Each record below should be returned word for word, with no pictures included.

__________________________________________________

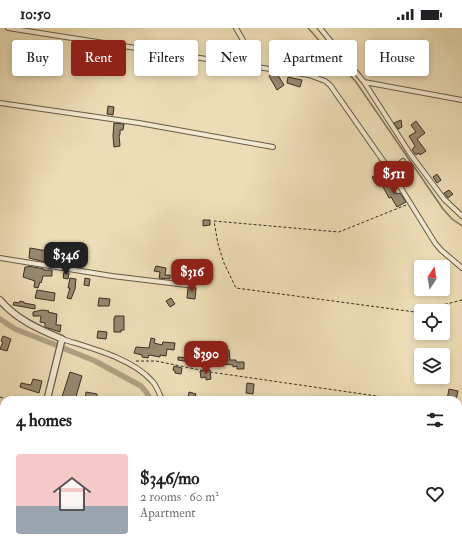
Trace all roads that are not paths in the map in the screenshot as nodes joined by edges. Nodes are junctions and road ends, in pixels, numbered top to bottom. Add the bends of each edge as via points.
1 (8, 28) edge
2 (236, 28) edge
3 (320, 28) edge
4 (243, 40) edge
5 (206, 60) edge
6 (261, 68) edge
7 (364, 82) junction
8 (462, 100) edge
9 (0, 102) edge
10 (273, 146) dead end
11 (403, 161) dead end
12 (391, 172) junction
13 (462, 216) edge
14 (0, 258) edge
15 (462, 268) edge
16 (187, 285) dead end
17 (0, 300) edge
18 (62, 339) junction
19 (48, 396) edge
20 (161, 396) edge

1 - 5 street
2 - 4 street
3 - 7 street
6 - 12 street via 309,75 325,81
7 - 8 street
7 - 13 street via 410,155 444,199
9 - 10 street
11 - 12 street
12 - 15 street via 440,250
14 - 16 street
17 - 18 street via 20,319
18 - 19 street
18 - 20 street via 125,362 145,374

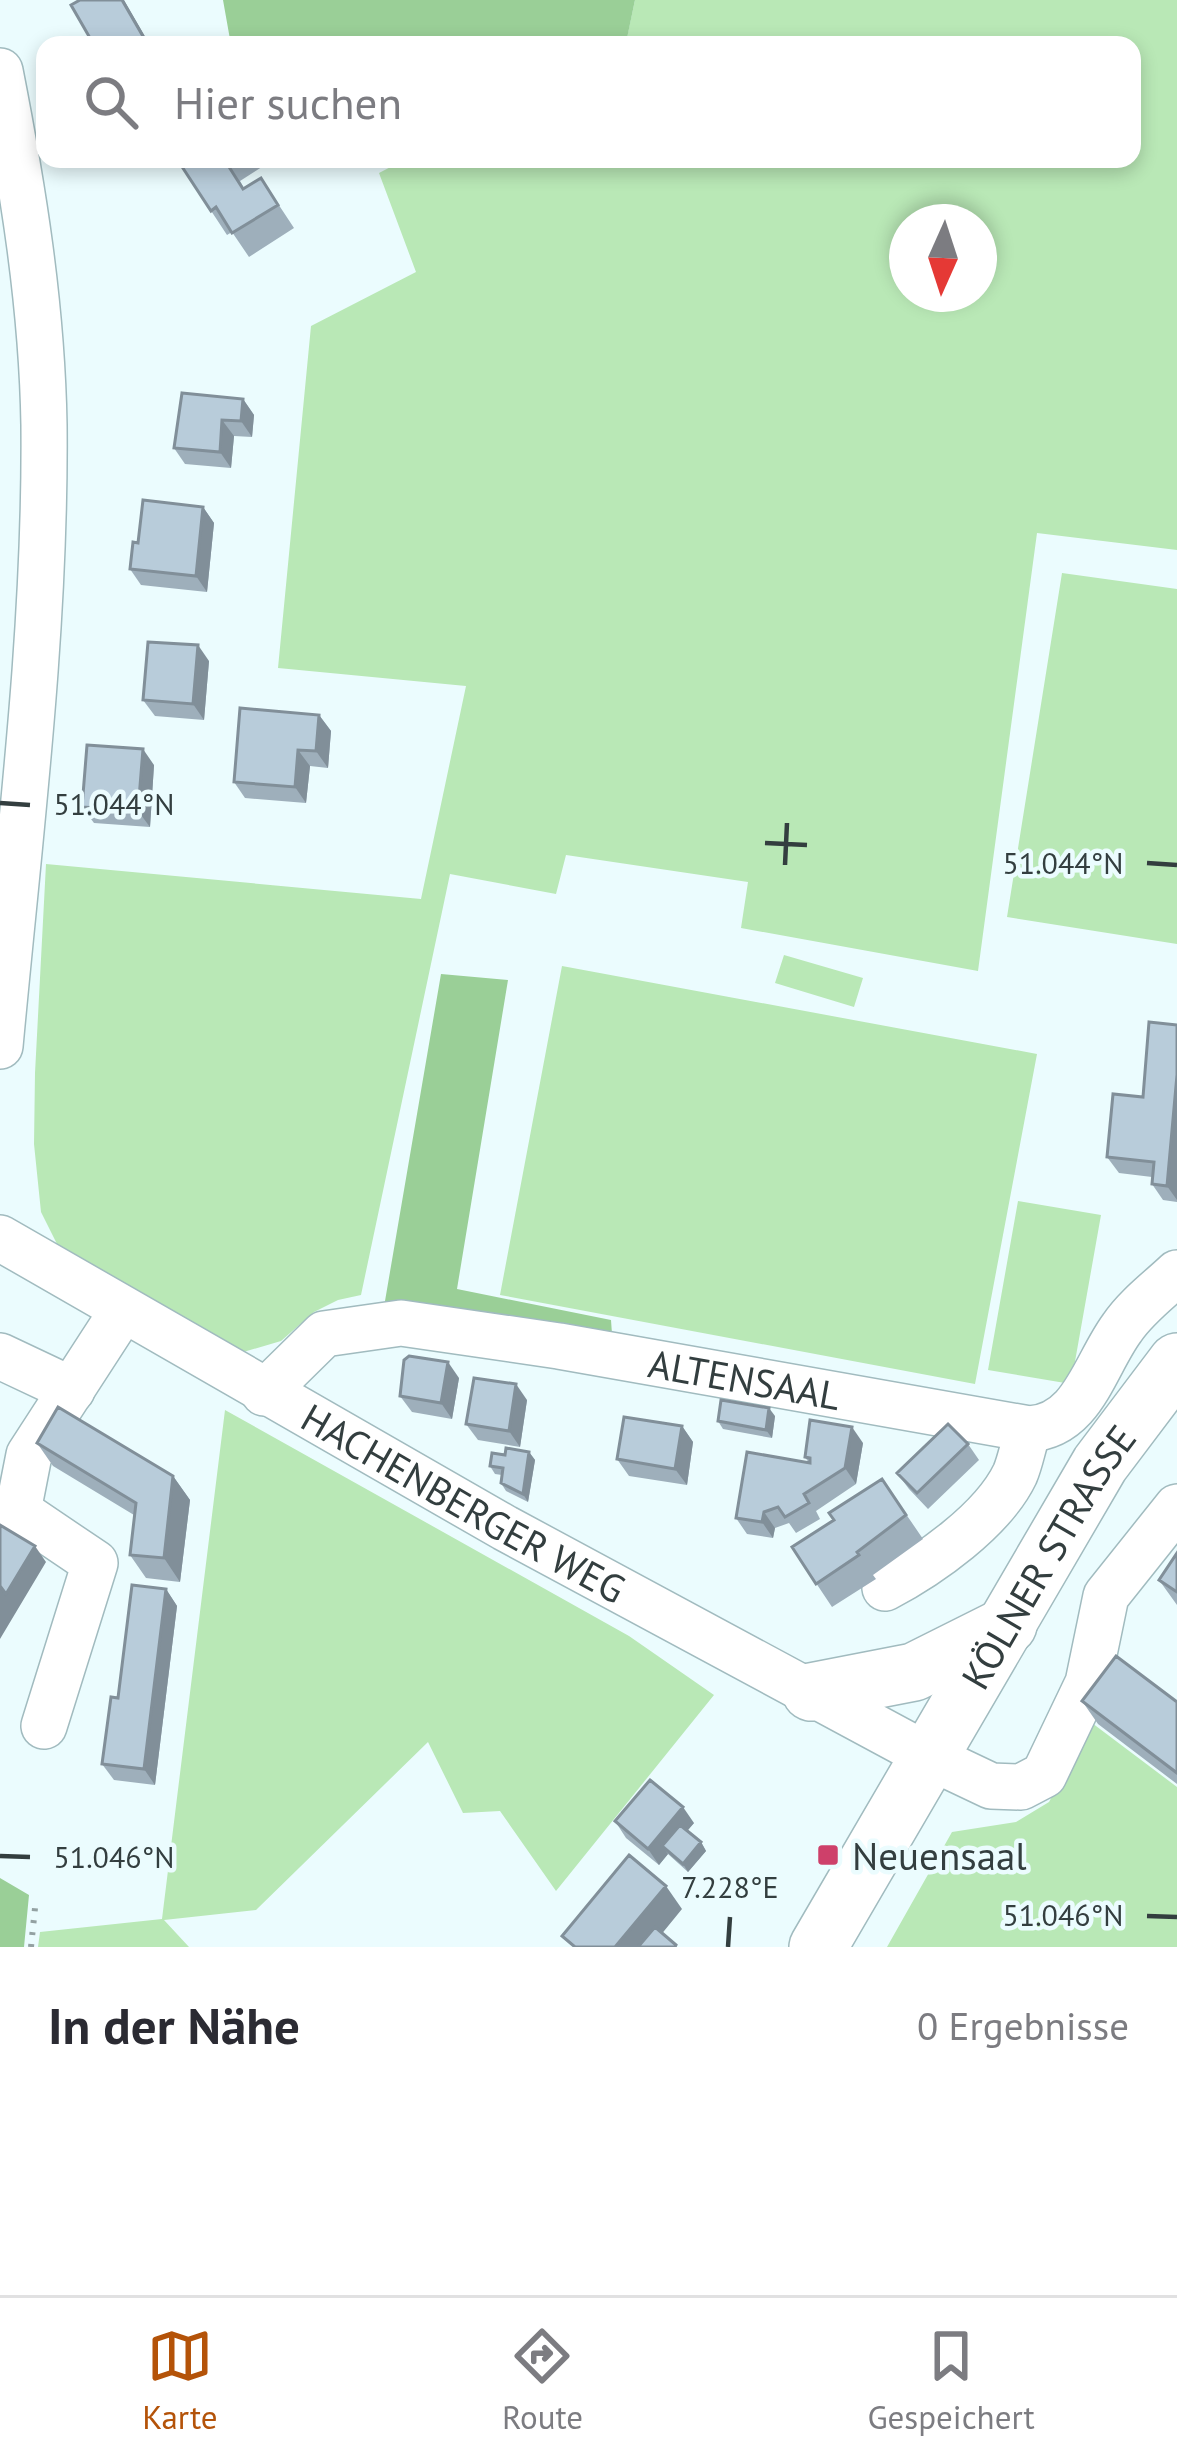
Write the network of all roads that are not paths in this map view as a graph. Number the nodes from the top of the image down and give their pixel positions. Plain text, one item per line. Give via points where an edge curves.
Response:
1 (0, 71) edge
2 (20, 328) edge
3 (0, 1046) edge
4 (0, 1238) edge
5 (1177, 1273) edge
6 (123, 1310) junction
7 (0, 1356) edge
8 (1177, 1362) edge
9 (72, 1390) junction
10 (264, 1393) junction
11 (1029, 1429) junction
12 (1177, 1507) edge
13 (886, 1588) dead end
14 (1008, 1625) junction
15 (812, 1692) junction
16 (44, 1726) dead end
17 (932, 1758) junction
18 (818, 1947) edge

1 - 2 street via 25,196
2 - 3 street via 44,516
4 - 6 street, HACHENBERGER WEG
5 - 11 street via 1124,1324 1069,1417
6 - 9 street
6 - 10 street, HACHENBERGER WEG
7 - 9 street
8 - 14 main road, KÖLNER STRASSE via 1100,1464
9 - 16 street via 29,1455 17,1511 95,1563
10 - 11 street, ALTENSAAL via 324,1334 401,1323
10 - 15 street, HACHENBERGER WEG
11 - 13 street via 1012,1481 955,1545
12 - 17 street, KÖLNER STRASSE via 1106,1596 1088,1683 1044,1775 1021,1786 991,1786
14 - 15 main road via 914,1672
14 - 17 main road, KÖLNER STRASSE
15 - 17 street, HACHENBERGER WEG
17 - 18 main road, KÖLNER STRASSE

__________________________________________________

■ RESPONSE FOR THIS EXERCISE:
Trace all roads that are not paths in the map in the screenshot as nodes joined by edges. Nodes are junctions and road ends, in pixels, numbered top to bottom. Add the bends of each edge as via points.
1 (8, 28) edge
2 (236, 28) edge
3 (320, 28) edge
4 (243, 40) edge
5 (206, 60) edge
6 (261, 68) edge
7 (364, 82) junction
8 (462, 100) edge
9 (0, 102) edge
10 (273, 146) dead end
11 (403, 161) dead end
12 (391, 172) junction
13 (462, 216) edge
14 (0, 258) edge
15 (462, 268) edge
16 (187, 285) dead end
17 (0, 300) edge
18 (62, 339) junction
19 (48, 396) edge
20 (161, 396) edge

1 - 5 street
2 - 4 street
3 - 7 street
6 - 12 street via 309,75 325,81
7 - 8 street
7 - 13 street via 410,155 444,199
9 - 10 street
11 - 12 street
12 - 15 street via 440,250
14 - 16 street
17 - 18 street via 20,319
18 - 19 street
18 - 20 street via 125,362 145,374

Write the network of all roads that are not paths in this map view as a graph. Number the nodes from the top of the image down and give their pixel positions. Plain text, one item per line. Give via points where an edge curves.
Response:
1 (0, 71) edge
2 (20, 328) edge
3 (0, 1046) edge
4 (0, 1238) edge
5 (1177, 1273) edge
6 (123, 1310) junction
7 (0, 1356) edge
8 (1177, 1362) edge
9 (72, 1390) junction
10 (264, 1393) junction
11 (1029, 1429) junction
12 (1177, 1507) edge
13 (886, 1588) dead end
14 (1008, 1625) junction
15 (812, 1692) junction
16 (44, 1726) dead end
17 (932, 1758) junction
18 (818, 1947) edge

1 - 2 street via 25,196
2 - 3 street via 44,516
4 - 6 street, HACHENBERGER WEG
5 - 11 street via 1124,1324 1069,1417
6 - 9 street
6 - 10 street, HACHENBERGER WEG
7 - 9 street
8 - 14 main road, KÖLNER STRASSE via 1100,1464
9 - 16 street via 29,1455 17,1511 95,1563
10 - 11 street, ALTENSAAL via 324,1334 401,1323
10 - 15 street, HACHENBERGER WEG
11 - 13 street via 1012,1481 955,1545
12 - 17 street, KÖLNER STRASSE via 1106,1596 1088,1683 1044,1775 1021,1786 991,1786
14 - 15 main road via 914,1672
14 - 17 main road, KÖLNER STRASSE
15 - 17 street, HACHENBERGER WEG
17 - 18 main road, KÖLNER STRASSE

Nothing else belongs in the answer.